# Nooooo.....say it isn't so!!!



## Rosepath (Feb 18, 2011)

Just heard from a fiber friend that Ohio Valley Natural Fibers, the carding mill that has taken excellent care of my fleeces for years, is closing!
I am in mourning :Bawling:
Where oh where can I find a mill that treats my Shetland fleeces like royalty, and returns clouds of super-soft roving ready to spin? I ask you, fellow fiberists, what am I and other loyal OVNF customers to do? (besides jump off the nearest bridge, but that might not be terribly productive).


----------



## Forerunner (Mar 23, 2007)

Look into starting your own cottage industry.

I see that as soon to be the only "answer" to many such losses to America's rich cultural manufacturing and service industry base.


----------



## Maura (Jun 6, 2004)

Sounds like it&#8217;s time for you to buy a woolen mill.


----------



## Johnny Dolittle (Nov 25, 2007)

.... was wondering the reason for their closing ?


----------



## Rosepath (Feb 18, 2011)

I am hoping that someone does buy it, as a turn-key operation, but it's not near enough to me for that to happen, darn the luck. 
Anyone in the Cincinnati area that's looking to benefit mankind (well, mostly us wimmenfolk) and save a vanishing industry? they apparently have all antique equipment, which I'm sure presents its challenges.
They were just the nicest people to deal with, I will so miss them.


----------



## Marchwind (May 10, 2002)

I know someone who is selling milling equipment.

In the mean time Rosepath try Quail Hill out of Wisconsin. They produce clouds and don't use carding oil or didn't last time I had anything done by them.


----------



## Johnny Dolittle (Nov 25, 2007)

Often older businesses were started way back when times were different for example real estate was way less expensive. This business might not have cash flow enough to justify buying it turn key. The owners probably own everything and were content if it was only making them a living. 

I would guess the property will be sold to someone having different plans.... and in that case someone might get a good deal on this antique but useable machinery.

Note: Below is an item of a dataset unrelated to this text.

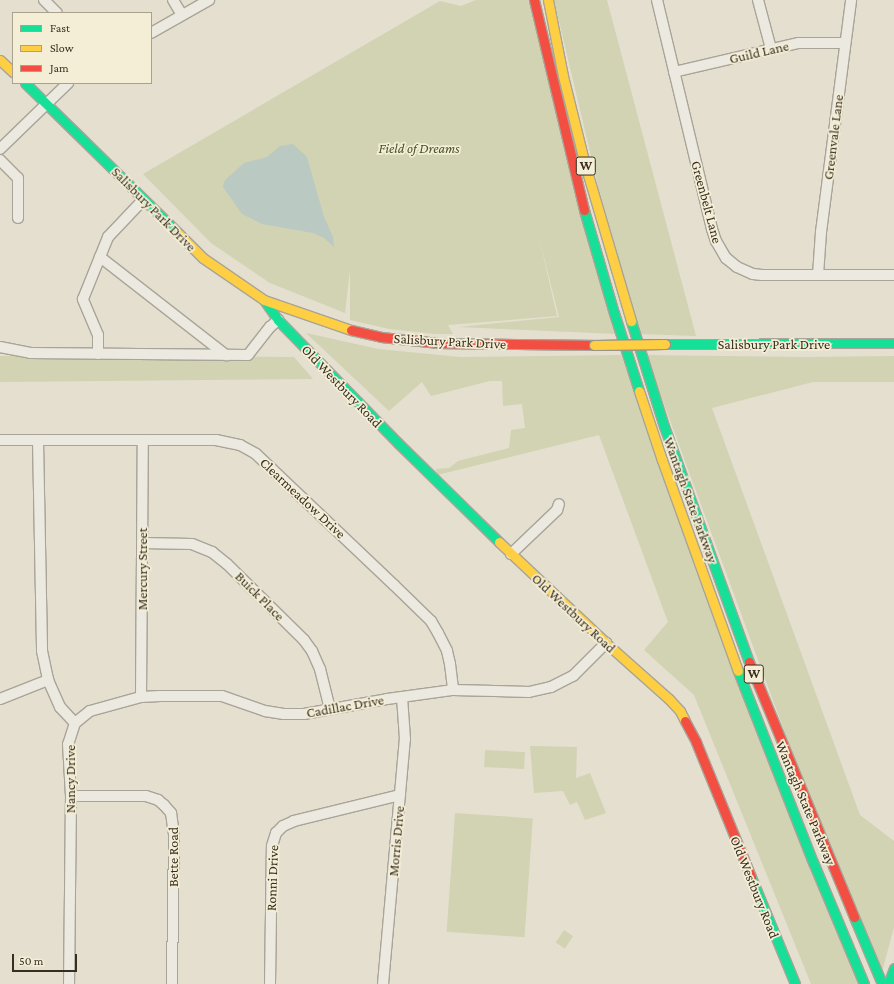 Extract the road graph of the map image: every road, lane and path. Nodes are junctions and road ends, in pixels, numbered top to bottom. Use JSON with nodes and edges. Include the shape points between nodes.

It might be sold for scrap price just to have it removed from the premises.

Consider the possibility that you might just buy the equipment for a very small investment.

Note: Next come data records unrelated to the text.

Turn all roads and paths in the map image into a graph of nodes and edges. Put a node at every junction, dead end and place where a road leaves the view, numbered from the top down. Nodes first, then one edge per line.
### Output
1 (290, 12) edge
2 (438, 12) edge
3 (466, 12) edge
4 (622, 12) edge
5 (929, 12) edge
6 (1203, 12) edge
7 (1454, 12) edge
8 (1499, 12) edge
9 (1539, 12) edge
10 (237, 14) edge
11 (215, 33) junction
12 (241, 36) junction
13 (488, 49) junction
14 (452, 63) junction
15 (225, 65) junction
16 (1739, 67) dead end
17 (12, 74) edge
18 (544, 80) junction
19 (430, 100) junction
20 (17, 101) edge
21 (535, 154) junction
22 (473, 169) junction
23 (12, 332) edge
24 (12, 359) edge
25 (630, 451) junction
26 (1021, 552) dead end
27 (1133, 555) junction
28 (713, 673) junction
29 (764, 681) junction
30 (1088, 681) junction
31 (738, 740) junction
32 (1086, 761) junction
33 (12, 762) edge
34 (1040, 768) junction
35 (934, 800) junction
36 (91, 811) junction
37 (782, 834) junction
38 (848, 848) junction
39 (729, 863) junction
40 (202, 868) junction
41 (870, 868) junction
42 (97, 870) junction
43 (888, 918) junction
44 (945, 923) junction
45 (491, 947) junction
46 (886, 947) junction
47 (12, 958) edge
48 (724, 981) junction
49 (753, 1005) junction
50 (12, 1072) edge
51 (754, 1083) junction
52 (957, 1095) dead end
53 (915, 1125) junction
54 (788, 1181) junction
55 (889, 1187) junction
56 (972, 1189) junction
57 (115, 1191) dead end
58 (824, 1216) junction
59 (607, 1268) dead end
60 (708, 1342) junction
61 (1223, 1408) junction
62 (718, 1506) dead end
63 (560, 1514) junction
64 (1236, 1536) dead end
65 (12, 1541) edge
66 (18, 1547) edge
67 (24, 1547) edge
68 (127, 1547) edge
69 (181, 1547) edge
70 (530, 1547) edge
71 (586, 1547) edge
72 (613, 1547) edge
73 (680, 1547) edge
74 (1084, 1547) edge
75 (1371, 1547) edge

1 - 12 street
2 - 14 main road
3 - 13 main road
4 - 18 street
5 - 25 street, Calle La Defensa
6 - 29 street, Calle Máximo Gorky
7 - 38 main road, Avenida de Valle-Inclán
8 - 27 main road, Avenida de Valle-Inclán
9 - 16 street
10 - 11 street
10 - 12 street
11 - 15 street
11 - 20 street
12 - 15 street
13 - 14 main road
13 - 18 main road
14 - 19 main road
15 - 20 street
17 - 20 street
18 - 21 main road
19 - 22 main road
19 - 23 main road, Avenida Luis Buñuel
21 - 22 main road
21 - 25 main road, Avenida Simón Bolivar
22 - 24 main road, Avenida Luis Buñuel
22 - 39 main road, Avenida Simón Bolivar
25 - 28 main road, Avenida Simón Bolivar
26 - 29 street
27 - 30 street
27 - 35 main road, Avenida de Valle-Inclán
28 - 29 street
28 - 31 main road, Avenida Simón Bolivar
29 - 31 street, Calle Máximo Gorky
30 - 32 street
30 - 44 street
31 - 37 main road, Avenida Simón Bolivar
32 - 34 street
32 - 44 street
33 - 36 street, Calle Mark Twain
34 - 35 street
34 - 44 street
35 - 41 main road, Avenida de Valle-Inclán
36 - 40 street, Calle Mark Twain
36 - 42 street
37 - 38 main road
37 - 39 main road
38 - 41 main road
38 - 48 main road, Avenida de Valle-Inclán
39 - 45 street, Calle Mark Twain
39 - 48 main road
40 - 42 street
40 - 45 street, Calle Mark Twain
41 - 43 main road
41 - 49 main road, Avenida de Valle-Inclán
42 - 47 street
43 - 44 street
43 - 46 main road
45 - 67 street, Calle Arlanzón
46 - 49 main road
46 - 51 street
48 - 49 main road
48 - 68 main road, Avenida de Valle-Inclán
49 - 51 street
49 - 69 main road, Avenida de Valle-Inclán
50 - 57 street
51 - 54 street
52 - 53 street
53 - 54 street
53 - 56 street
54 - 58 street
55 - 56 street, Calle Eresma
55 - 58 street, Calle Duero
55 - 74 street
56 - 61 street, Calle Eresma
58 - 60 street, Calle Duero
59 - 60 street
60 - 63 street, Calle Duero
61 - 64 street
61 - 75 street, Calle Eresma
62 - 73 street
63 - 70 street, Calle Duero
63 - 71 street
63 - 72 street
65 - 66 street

If you possibly have any interest in purchasing only the equipment you might approach the owners ... because they may be approached by another party only interested in the real estate.


----------



## Maura (Jun 6, 2004)

I don&#8217;t think the old equipment is valueless. Those things last over a hundred years. My mill has ancient equipment and does a good job. You might be able to contact other customers and form a joint venture.


----------



## Callieslamb (Feb 27, 2007)

I thought Ohio Valley was a BIG mill. I've bought a lot of fleece from them at the Mi Fiber Festival.

Here's alink to the Quail Hill mill. They've changed their name. I've never used them but was interested in the "clouds".
http://www.dakotacardingandwool.com/


----------



## Marchwind (May 10, 2002)

Wow, moved and changed names.

I also know a lot of people who use this place, Blackberry Ridge http://www.blackberry-ridge.com

A friend of mine just started a fiber mill in MN. Ewes pun Fiber Mill at Old Man Wool Farm http://oldmanwoolfarm1.blogspot.com. It doesn't look like she has updated her blog in a bit. I know she is milling fibers though. If you want more info let me know. She is one of the Shepherds Harvest board members I believe.


----------



## Rosepath (Feb 18, 2011)

Thanks, everyone for the links to carding mills.
I think Ohio Valley's Ginny is just retiring, she ran the business alone (well, with helpers) after the sudden death of Kent (just the nicest guy ever). I wish her well and
lots of rest and relaxation in retirement. 
I contacted Blackberry Ridge - so now my fleeces won't be homeless  but I
also will contact Quail Hill and the others - why not diversify and support several mills? Lord knows I have enough fleeces backing up to help them all out.


----------



## CaraMia (Sep 6, 2010)

I just read on their website that they are looking for a buyer for the entire mill. I hope they find someone. I would, but haven't got that kind of money and resources.


----------